Oh I miss her. Greatly. And there were many positive things that she gave me, life being just one of a thousand. But I hated being smart, being logical, having to fight for my independence, having to deal with her "disappointment".

But she was gone to me for so long before that. I remember sitting on the couch, watching a Dateline that featured bullying in schools. One set of parents were talking about how they didn't know how bad it was, how they were so sorry that they could not protect their young son, that they didn't listen. He'd committed suicide in 5th grade. As we were watching, she said, "HOW do you NOT know?"

It took all I had not to pick up the walnut bowl and bean her with it. Every last bit of restraint I had to sit there, unreacting, cool, calm, collected. She didn't know, she didn't listen. For so long I thought it was malicious intention, but when I was 16, I learned that she never knew. God, that day...confirmation retreat. Having to spend three days with your former tormentors. I kept to myself. She'd noticed that I had not been social. "Well, they made fun of me all the time when we were in grade school." "Oh? I thought it was teacher." I could feel my heart sink, and my soul melt through my body, oozing out of my feet and through the floor of the van, puddling in the street. It was then that I vowed no matter how compelled I felt to say something about it, I would never let them know. It is long passed but still effects me once in a while, but I've still managed never to tell. And I never will.

Even after watching that Dateline, I still said nothing, and I could have said a lot. She never knew why I wrote that I hated her, and it would be for that reason. If, as she truly believed, a parent's job is to protect their children, she'd done a piss poor job of it with me.

And then I think of her talking about marriage. I know she trying to dispense wisdom to me, but her version of marriage sound so stifling and constricting, I still think I'll never get married. Even before the betrayal of trust, I was having doubts. And it should have ended right there. But I was too stupid, too forgiving of something I couldn't forgive. A lesson learned, is all. And I never told her.

My whole life, just not telling her. Enforcing the boundaries. Protecting her from the things I knew would devastate her. But that is okay, I really think I'm coming to terms with it, on the fifth anniversary that she's been gone. I loved her, I miss her, but not like how other people would. I don't understand when people say, "I wouldn't be able to function if I lost my mother". I miss the good things, the talking, Sunday paper reading, taping West Wing. But there's those glaring things, things that I carry with me, that I can never forget nor forgive.
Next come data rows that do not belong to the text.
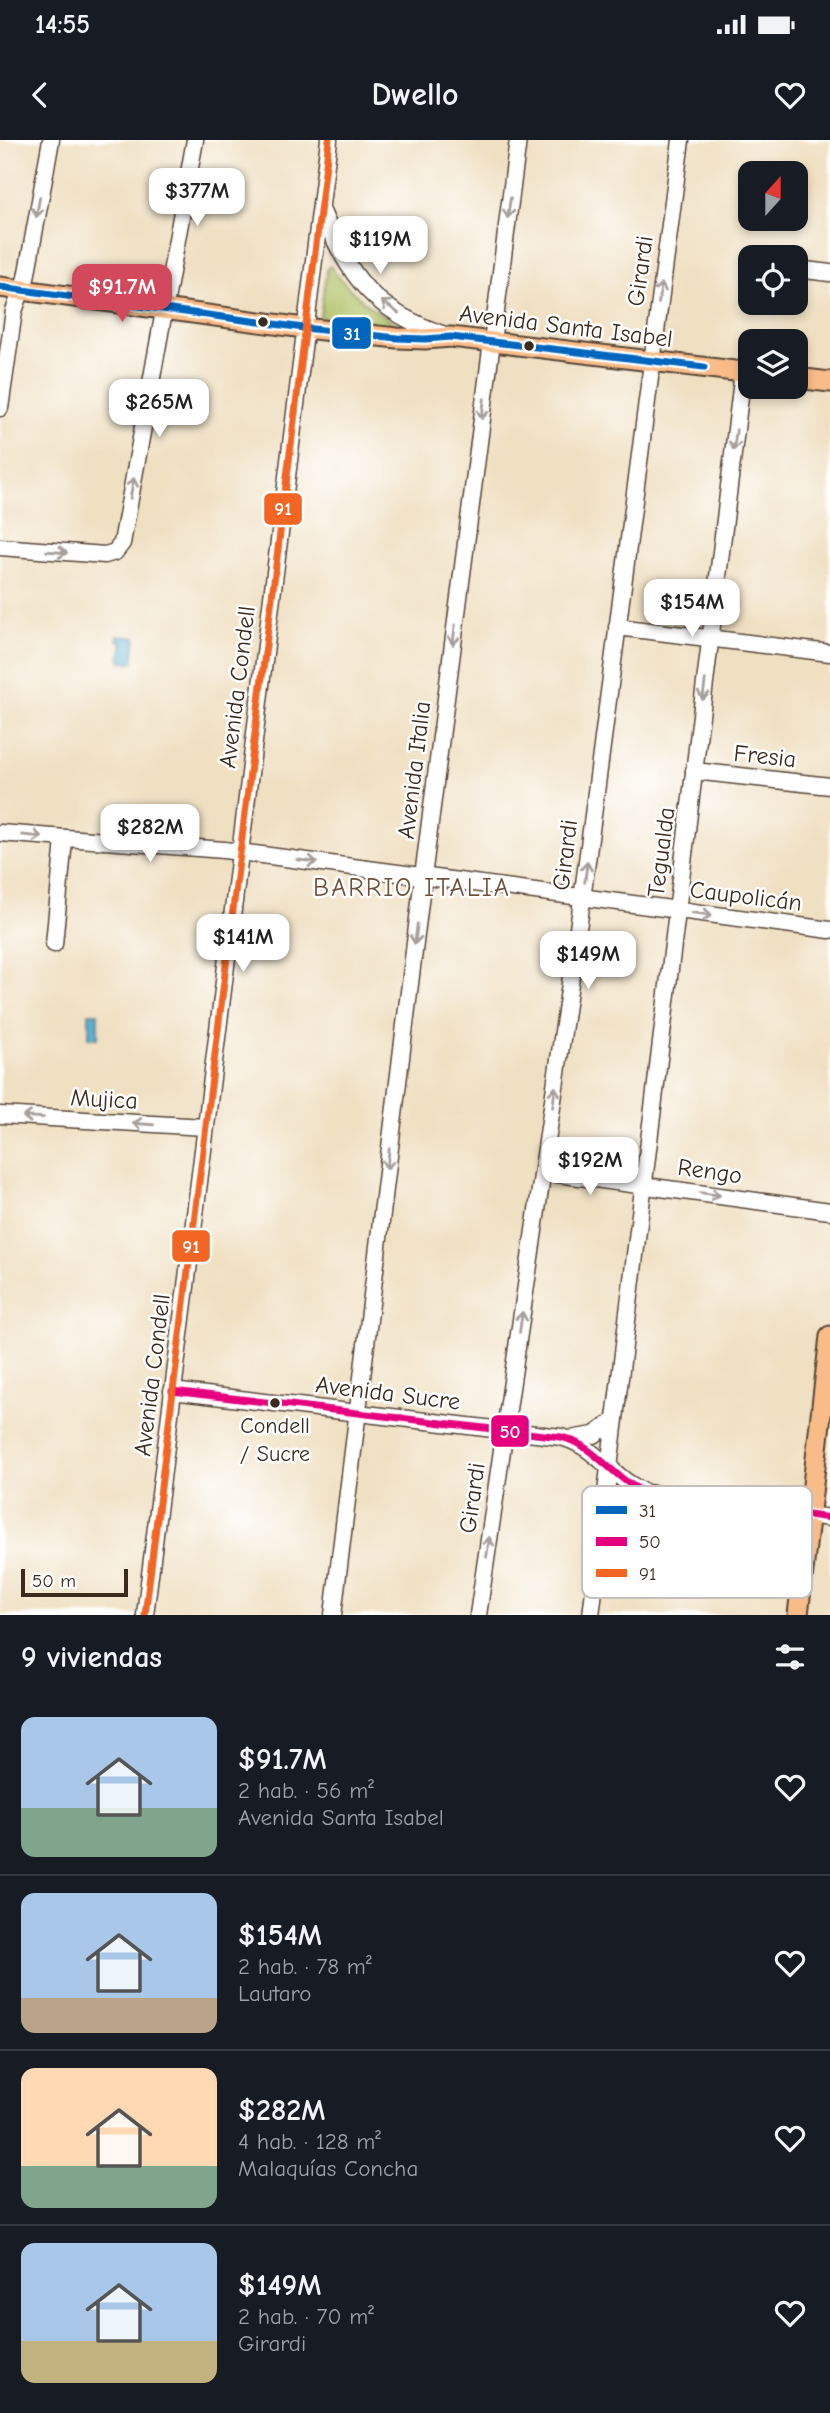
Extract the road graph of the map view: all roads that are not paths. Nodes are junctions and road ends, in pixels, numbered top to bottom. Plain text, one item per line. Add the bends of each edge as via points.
1 (51, 140) edge
2 (194, 140) edge
3 (329, 140) edge
4 (518, 140) edge
5 (681, 140) edge
6 (320, 206) junction
7 (808, 270) edge
8 (830, 273) edge
9 (0, 287) edge
10 (20, 291) junction
11 (164, 309) junction
12 (304, 328) junction
13 (451, 337) junction
14 (492, 341) junction
15 (651, 361) junction
16 (738, 371) edge
17 (808, 379) edge
18 (830, 382) edge
19 (743, 399) edge
20 (0, 408) edge
21 (0, 547) edge
22 (617, 627) junction
23 (711, 639) junction
24 (830, 653) edge
25 (694, 771) junction
26 (830, 786) edge
27 (0, 833) edge
28 (64, 840) junction
29 (239, 852) junction
30 (423, 877) junction
31 (582, 898) junction
32 (676, 910) junction
33 (830, 930) edge
34 (54, 944) dead end
35 (0, 1115) edge
36 (205, 1127) junction
37 (543, 1172) junction
38 (643, 1184) junction
39 (830, 1210) edge
40 (830, 1336) edge
41 (172, 1391) junction
42 (357, 1412) junction
43 (614, 1421) junction
44 (506, 1430) junction
45 (570, 1439) junction
46 (608, 1467) junction
47 (606, 1486) edge
48 (631, 1486) edge
49 (820, 1516) edge
50 (812, 1552) edge
51 (145, 1615) edge
52 (333, 1615) edge
53 (478, 1615) edge

1 -> 10 street
2 - 11 street
3 - 6 street, Avenida Condell
4 -> 14 street, Avenida Italia
15 -> 5 street, Girardi
6 - 12 street, Avenida Condell
13 -> 6 street via 410,321 362,284 341,255
7 - 8 street
9 - 10 main road, Avenida Santa Isabel
10 - 11 main road, Avenida Santa Isabel
10 - 20 street
11 - 12 main road, Avenida Santa Isabel
21 -> 11 street via 105,555 122,543
12 - 13 main road, Avenida Santa Isabel via 397,338
12 - 29 street, Avenida Condell
13 - 14 main road, Avenida Santa Isabel
14 - 15 main road, Avenida Santa Isabel
14 -> 30 street, Avenida Italia
15 - 16 main road, Avenida Santa Isabel
15 - 22 street, Girardi
17 - 18 main road
19 -> 23 street, Tegualda
22 - 23 street
31 -> 22 street, Girardi
23 - 24 street
23 -> 25 street, Tegualda
25 - 26 street, Fresia
25 - 32 street, Tegualda
27 -> 28 street, Caupolicán
28 - 29 street, Caupolicán
28 - 34 street
29 -> 30 street, Caupolicán
29 - 36 street, Avenida Condell
30 - 31 street, Caupolicán
30 -> 42 street, Avenida Italia
31 - 32 street, Caupolicán
37 -> 31 street, Girardi
32 -> 33 street, Caupolicán
32 - 38 street, Tegualda
36 -> 35 street, Mujica
36 - 41 street, Avenida Condell
37 - 38 street, Rengo
44 -> 37 street, Girardi
38 -> 39 street, Rengo
38 - 43 street, Tegualda
40 - 49 main road
41 - 42 street, Avenida Sucre
41 - 51 street, Avenida Condell
42 - 44 street, Avenida Sucre
42 - 52 street, Avenida Italia
43 - 45 street via 594,1435
43 - 46 street, Tegualda
44 - 45 street, Avenida Sucre
53 -> 44 street, Girardi
45 - 46 street, Avenida Sucre
46 - 47 street, Tegualda
46 - 48 street, Avenida Sucre
49 - 50 main road

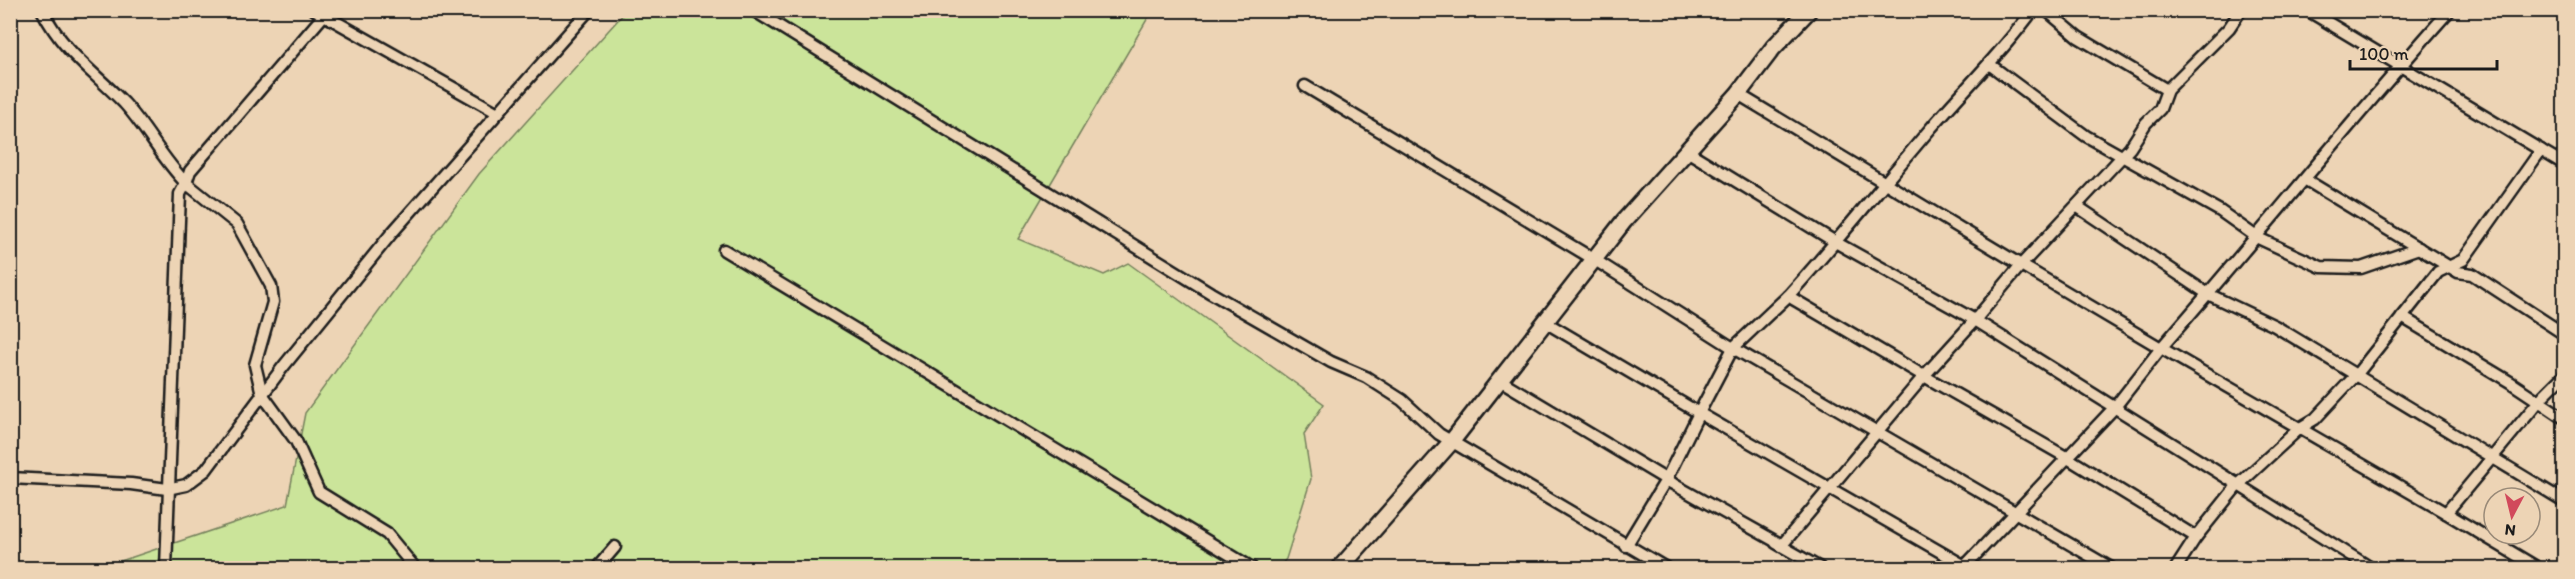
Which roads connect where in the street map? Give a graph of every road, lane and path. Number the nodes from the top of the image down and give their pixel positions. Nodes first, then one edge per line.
1 (42, 10) edge
2 (589, 10) edge
3 (753, 10) edge
4 (1809, 10) edge
5 (2033, 10) edge
6 (2046, 10) edge
7 (2241, 10) edge
8 (2307, 10) edge
9 (2450, 10) edge
10 (320, 13) edge
11 (1989, 64) junction
12 (2399, 67) junction
13 (1305, 86) dead end
14 (2167, 90) junction
15 (1738, 94) junction
16 (498, 113) junction
17 (2541, 150) junction
18 (1687, 151) junction
19 (2122, 156) junction
20 (2565, 164) edge
21 (2306, 180) junction
22 (1885, 181) junction
23 (186, 183) junction
24 (2078, 207) junction
25 (2258, 238) junction
26 (1837, 243) junction
27 (2419, 248) junction
28 (724, 250) dead end
29 (1595, 260) junction
30 (2021, 265) junction
31 (2449, 266) junction
32 (2208, 294) junction
33 (1788, 296) junction
34 (2402, 317) junction
35 (1976, 320) junction
36 (1545, 322) junction
37 (2565, 334) edge
38 (1733, 348) junction
39 (2162, 348) junction
40 (2357, 374) junction
41 (2565, 375) edge
42 (1924, 376) junction
43 (1498, 379) junction
44 (262, 394) junction
45 (2538, 402) junction
46 (2115, 407) junction
47 (1699, 412) junction
48 (2565, 418) edge
49 (2300, 428) junction
50 (1877, 432) junction
51 (1452, 441) junction
52 (2066, 457) junction
53 (2492, 459) junction
54 (10, 478) edge
55 (1666, 480) junction
56 (2236, 486) junction
57 (1828, 488) junction
58 (167, 489) junction
59 (2565, 501) edge
60 (2014, 513) junction
61 (2446, 513) junction
62 (2196, 537) junction
63 (1626, 546) junction
64 (615, 547) dead end
65 (166, 568) edge
66 (416, 568) edge
67 (597, 568) edge
68 (1252, 568) edge
69 (1340, 568) edge
70 (1666, 568) edge
71 (1820, 568) edge
72 (1966, 568) edge
73 (2110, 568) edge
74 (2176, 568) edge
75 (2371, 568) edge
76 (2538, 568) edge

1 - 23 street
2 - 16 street
3 - 51 street
4 - 15 street
5 - 11 street
6 - 14 street
7 - 14 street
8 - 12 street
9 - 12 street
10 - 16 street
10 - 23 street
11 - 19 street
11 - 22 street
12 - 17 street
12 - 21 street
13 - 29 street
14 - 19 street
15 - 18 street
15 - 22 street
16 - 44 street
17 - 20 street
17 - 31 street
18 - 26 street
18 - 29 street
19 - 24 street
19 - 25 street
21 - 25 street
21 - 27 street
22 - 26 street
22 - 30 street
23 - 44 street
23 - 58 street
24 - 30 street
24 - 32 street
25 - 27 street
25 - 32 street
26 - 33 street
26 - 35 street
27 - 31 street
28 - 68 street
29 - 36 street
29 - 38 street
30 - 35 street
30 - 39 street
31 - 34 street
31 - 37 street
32 - 39 street
32 - 40 street
33 - 38 street
33 - 42 street
34 - 40 street
34 - 45 street
35 - 42 street
35 - 46 street
36 - 43 street
36 - 47 street
38 - 47 street
38 - 50 street
39 - 46 street
39 - 49 street
40 - 49 street
40 - 53 street
41 - 45 street
42 - 50 street
42 - 52 street
43 - 51 street
43 - 55 street
44 - 58 street
44 - 66 street
45 - 48 street
45 - 53 street
46 - 52 street
46 - 56 street
47 - 55 street
47 - 57 street
49 - 56 street
49 - 61 street
50 - 57 street
50 - 60 street
51 - 63 street
51 - 69 street
52 - 60 street
52 - 62 street
53 - 59 street
53 - 61 street
54 - 58 street
55 - 57 street
55 - 63 street
55 - 71 street
56 - 62 street
56 - 75 street
57 - 72 street
58 - 65 street
60 - 72 street
60 - 73 street
61 - 76 street
62 - 74 street
63 - 70 street
64 - 67 street

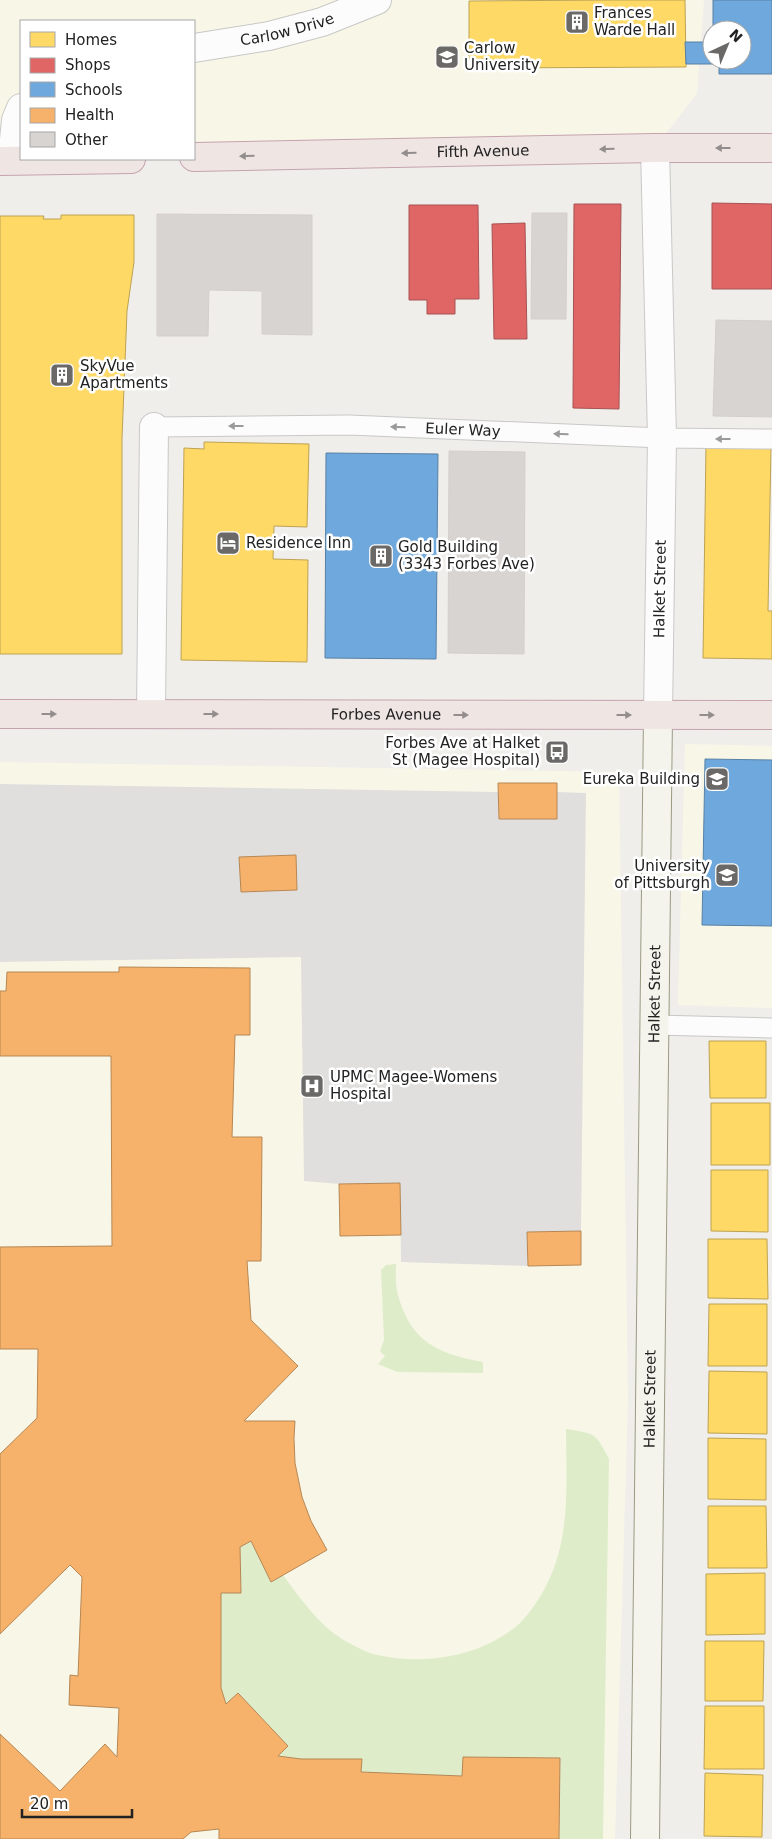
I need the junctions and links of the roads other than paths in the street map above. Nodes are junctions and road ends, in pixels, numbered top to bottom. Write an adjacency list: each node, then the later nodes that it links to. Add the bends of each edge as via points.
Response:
1 (377, 0): 2 (street, Carlow Drive, via 322,22 269,36)
2 (195, 48)
3 (20, 110): 7 (street)
4 (655, 148): 5 (highway, Fifth Avenue, one-way to 4); 6 (highway, Fifth Avenue, one-way to 6); 10 (street, Halket Street)
5 (772, 148)
6 (195, 158)
7 (6, 160): 8 (highway)
8 (20, 160)
9 (154, 427): 10 (lane, Euler Way, one-way to 9, via 349,425); 13 (street)
10 (662, 438): 11 (lane, Euler Way, one-way to 10); 14 (street, Halket Street)
11 (772, 439)
12 (0, 714): 13 (highway, Forbes Avenue, one-way to 13)
13 (151, 714): 14 (highway, Forbes Avenue, one-way to 14)
14 (658, 715): 15 (highway, Forbes Avenue, one-way to 15); 16 (main road, Halket Street)
15 (772, 715)
16 (655, 1026): 17 (lane); 18 (main road, Halket Street)
17 (772, 1028)
18 (645, 1839)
I've been functioning without her for a very long time, and such as it is, I could go on without her. But I knew this when I knew she was going to die. That I'd be sad of course, but it would never erase the years of pain, and those years are etched deeply into my soul. Everyone thinks I'm strong, that I was able to still go to work the Monday after, that I wasn't devastated by her death, and in that, I feel like a fraud, because it's not so much strength, as it is that I've only had to rely on myself for my own emotional support ever since I was about 9.

I learned lessons that no child should have to learn. For that, I feel a mixture of pain, pity, regret but also of relief and reliance. Because of this, though, I've been acting like some petulant teenager for the past few years, pouting and whining. Now, for once, being the person I am, that I wanted to be. Peeling off the layers of insanity to be free, living in Magical Night.

If she had lived, I'm not sure that I would have found myself again.